• _Work instructions_: Pick out all lines of the entries that include the word "Griminella" and copy them.

• _Stored items_:
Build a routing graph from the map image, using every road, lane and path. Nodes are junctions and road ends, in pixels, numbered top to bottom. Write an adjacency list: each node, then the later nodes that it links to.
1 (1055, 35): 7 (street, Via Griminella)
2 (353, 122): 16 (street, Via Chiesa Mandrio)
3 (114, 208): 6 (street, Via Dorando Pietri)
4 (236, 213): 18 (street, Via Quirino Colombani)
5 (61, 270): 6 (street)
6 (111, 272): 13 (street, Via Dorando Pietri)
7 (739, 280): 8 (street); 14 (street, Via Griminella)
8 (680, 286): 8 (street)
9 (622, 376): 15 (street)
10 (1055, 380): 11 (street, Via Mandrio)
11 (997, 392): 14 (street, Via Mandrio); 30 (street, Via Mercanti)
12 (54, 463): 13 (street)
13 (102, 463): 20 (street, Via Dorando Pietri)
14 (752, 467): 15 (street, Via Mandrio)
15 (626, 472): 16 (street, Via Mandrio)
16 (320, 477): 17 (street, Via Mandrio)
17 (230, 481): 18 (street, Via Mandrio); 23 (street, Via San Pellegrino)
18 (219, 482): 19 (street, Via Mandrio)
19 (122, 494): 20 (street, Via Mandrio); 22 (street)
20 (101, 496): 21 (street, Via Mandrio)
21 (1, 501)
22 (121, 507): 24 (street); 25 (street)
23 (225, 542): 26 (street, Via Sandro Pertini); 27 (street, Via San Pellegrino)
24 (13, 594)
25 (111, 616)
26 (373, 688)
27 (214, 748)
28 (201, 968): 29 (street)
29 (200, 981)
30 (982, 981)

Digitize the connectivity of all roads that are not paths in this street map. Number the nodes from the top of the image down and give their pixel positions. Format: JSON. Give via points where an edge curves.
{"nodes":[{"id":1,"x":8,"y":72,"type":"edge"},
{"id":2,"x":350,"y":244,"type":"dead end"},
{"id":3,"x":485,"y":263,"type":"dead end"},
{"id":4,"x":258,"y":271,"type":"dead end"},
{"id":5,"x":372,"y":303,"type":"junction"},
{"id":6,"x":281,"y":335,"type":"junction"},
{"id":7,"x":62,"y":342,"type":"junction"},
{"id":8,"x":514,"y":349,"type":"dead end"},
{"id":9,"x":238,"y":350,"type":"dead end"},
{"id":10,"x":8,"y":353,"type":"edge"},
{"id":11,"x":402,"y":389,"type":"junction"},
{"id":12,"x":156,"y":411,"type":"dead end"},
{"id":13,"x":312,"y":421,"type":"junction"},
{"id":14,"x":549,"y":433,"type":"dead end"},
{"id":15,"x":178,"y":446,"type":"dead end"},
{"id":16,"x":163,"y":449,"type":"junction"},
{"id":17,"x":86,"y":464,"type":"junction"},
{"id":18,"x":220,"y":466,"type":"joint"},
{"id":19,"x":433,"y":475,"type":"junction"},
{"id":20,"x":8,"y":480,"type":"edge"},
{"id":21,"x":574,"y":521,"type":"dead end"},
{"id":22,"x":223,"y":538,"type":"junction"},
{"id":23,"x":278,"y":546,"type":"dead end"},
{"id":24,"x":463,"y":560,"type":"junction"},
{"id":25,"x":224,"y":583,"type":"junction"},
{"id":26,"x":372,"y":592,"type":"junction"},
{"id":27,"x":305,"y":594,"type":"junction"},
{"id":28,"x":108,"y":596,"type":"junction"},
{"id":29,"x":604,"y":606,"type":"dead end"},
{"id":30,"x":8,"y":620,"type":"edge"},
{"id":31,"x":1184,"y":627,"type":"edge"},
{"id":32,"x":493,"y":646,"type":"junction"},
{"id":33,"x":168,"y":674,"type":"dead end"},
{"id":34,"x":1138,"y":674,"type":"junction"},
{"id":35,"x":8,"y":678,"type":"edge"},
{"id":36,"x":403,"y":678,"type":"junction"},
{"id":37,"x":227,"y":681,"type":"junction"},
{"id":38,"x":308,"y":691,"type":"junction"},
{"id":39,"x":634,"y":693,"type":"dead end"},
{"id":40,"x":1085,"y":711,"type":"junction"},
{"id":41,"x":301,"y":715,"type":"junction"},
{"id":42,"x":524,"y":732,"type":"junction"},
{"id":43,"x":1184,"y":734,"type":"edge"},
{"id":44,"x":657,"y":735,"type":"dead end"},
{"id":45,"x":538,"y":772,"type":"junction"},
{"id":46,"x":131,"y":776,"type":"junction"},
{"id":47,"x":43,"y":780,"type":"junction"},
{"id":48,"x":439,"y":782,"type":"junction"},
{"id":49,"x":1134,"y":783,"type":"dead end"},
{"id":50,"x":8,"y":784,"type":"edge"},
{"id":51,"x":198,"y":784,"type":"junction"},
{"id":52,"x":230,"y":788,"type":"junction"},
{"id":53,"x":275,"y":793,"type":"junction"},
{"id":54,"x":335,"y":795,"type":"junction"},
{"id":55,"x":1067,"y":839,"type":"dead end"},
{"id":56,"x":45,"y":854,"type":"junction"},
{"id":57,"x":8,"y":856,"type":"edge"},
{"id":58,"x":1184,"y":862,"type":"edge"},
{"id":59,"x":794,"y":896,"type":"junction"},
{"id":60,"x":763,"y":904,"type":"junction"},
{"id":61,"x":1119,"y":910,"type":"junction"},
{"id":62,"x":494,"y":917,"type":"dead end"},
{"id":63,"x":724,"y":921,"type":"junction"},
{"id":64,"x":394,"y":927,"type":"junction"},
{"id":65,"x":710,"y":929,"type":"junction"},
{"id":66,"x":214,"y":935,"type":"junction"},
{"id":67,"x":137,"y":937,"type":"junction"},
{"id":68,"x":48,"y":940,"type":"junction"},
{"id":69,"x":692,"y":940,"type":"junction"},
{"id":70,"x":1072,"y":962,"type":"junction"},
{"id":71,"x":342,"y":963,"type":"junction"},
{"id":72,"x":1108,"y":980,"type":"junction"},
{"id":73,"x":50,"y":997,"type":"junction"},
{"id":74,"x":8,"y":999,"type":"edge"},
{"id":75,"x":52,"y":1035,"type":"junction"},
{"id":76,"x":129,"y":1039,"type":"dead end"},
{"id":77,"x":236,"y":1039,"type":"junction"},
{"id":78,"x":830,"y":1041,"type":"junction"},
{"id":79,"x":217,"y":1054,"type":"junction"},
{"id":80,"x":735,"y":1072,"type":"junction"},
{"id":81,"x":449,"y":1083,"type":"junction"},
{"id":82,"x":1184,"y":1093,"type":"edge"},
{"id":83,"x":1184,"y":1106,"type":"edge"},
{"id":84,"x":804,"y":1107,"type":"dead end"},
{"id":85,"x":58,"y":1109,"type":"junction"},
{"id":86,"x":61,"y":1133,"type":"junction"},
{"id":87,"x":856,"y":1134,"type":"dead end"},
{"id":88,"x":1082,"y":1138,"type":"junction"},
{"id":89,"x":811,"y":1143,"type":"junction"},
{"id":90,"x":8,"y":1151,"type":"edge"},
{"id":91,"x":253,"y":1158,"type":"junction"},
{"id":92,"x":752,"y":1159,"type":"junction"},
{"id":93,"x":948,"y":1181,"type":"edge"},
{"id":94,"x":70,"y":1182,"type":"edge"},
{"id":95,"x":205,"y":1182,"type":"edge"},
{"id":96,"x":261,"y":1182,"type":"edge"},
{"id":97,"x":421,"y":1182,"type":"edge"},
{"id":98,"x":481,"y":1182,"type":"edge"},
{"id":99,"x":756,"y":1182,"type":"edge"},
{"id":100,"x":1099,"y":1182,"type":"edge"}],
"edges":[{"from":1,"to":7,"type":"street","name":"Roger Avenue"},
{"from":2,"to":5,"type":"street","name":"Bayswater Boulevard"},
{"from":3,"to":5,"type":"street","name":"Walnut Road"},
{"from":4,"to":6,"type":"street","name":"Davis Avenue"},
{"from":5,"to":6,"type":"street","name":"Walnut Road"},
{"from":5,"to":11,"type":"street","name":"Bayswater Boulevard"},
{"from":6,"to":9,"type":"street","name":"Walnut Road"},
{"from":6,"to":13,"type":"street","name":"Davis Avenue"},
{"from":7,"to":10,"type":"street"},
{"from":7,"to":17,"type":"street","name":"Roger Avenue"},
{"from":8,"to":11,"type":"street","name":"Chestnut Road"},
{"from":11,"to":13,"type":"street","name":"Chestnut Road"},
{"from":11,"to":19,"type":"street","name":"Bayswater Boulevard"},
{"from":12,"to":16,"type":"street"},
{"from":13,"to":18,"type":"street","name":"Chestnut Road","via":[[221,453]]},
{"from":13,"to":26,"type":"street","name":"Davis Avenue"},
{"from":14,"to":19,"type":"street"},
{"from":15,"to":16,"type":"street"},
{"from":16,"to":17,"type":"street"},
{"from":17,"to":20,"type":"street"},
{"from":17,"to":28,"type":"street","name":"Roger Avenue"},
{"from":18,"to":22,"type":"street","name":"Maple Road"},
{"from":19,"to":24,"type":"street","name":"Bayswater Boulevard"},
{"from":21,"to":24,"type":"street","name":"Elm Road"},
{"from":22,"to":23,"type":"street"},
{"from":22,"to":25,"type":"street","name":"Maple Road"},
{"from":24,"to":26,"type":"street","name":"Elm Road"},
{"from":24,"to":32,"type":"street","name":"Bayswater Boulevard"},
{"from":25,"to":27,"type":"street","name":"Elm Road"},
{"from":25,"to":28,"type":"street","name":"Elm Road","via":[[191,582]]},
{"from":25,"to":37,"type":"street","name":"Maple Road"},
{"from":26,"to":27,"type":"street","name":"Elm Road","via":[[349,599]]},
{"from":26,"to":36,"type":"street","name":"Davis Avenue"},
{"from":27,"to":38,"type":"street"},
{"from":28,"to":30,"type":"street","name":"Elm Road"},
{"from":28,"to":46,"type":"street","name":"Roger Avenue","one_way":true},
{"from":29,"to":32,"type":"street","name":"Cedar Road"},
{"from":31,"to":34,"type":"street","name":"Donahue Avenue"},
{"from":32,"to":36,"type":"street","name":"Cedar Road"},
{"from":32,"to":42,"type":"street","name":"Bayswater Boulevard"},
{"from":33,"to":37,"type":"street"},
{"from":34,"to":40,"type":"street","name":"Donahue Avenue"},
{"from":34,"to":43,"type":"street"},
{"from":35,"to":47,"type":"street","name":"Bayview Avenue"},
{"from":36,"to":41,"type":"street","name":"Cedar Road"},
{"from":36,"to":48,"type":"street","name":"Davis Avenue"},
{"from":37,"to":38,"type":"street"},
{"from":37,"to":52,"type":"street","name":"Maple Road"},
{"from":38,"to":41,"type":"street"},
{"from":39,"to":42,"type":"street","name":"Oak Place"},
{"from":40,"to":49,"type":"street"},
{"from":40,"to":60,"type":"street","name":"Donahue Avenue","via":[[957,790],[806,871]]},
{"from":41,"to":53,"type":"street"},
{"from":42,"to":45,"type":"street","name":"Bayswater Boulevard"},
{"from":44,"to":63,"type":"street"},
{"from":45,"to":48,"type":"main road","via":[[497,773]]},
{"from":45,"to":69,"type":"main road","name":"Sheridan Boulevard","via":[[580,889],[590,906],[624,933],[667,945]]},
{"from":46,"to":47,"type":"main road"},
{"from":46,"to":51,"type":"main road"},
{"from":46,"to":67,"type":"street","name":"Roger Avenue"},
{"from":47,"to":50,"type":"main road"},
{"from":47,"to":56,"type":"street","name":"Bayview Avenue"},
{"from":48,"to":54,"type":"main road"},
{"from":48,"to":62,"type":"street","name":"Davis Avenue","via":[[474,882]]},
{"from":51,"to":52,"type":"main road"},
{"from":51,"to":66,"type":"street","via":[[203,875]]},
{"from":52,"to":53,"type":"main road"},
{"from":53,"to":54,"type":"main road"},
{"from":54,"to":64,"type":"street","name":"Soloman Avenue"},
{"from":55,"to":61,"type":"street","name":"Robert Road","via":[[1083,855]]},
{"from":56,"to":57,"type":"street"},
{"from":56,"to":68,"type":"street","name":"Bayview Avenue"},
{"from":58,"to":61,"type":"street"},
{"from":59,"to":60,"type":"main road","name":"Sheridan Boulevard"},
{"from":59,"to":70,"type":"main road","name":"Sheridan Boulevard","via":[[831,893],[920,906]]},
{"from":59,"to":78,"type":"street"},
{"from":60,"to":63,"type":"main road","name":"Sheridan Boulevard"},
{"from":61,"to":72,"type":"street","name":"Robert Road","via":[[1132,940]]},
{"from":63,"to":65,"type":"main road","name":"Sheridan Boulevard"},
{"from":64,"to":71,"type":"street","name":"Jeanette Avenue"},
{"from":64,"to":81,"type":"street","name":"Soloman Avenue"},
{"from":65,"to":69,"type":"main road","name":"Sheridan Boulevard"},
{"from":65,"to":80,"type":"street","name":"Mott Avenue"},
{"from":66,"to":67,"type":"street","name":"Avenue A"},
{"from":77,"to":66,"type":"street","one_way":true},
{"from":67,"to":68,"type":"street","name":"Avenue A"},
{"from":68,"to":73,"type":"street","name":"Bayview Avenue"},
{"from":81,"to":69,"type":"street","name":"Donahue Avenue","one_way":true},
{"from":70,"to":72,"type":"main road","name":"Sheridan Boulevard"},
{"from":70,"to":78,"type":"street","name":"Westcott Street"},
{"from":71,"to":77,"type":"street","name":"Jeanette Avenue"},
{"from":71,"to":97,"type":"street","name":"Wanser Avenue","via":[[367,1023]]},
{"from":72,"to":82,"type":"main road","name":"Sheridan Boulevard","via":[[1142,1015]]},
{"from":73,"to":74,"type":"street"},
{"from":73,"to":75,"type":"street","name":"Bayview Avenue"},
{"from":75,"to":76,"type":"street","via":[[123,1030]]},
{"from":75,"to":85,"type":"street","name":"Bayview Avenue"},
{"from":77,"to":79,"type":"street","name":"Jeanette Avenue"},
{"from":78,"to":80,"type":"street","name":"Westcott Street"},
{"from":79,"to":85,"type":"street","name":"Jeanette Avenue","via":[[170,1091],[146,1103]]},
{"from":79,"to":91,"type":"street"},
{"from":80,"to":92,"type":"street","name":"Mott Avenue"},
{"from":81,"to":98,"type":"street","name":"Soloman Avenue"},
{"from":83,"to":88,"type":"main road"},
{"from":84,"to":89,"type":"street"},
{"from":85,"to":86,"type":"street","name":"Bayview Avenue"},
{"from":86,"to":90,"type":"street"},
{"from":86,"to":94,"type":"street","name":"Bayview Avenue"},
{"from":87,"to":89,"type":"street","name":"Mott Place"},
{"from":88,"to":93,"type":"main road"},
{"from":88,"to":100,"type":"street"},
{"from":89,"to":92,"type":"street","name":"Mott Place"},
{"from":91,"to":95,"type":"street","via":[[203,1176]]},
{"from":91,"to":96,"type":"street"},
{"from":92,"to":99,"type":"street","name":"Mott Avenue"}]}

• _Task output_:
1 (1055, 35): 7 (street, Via Griminella)
7 (739, 280): 8 (street); 14 (street, Via Griminella)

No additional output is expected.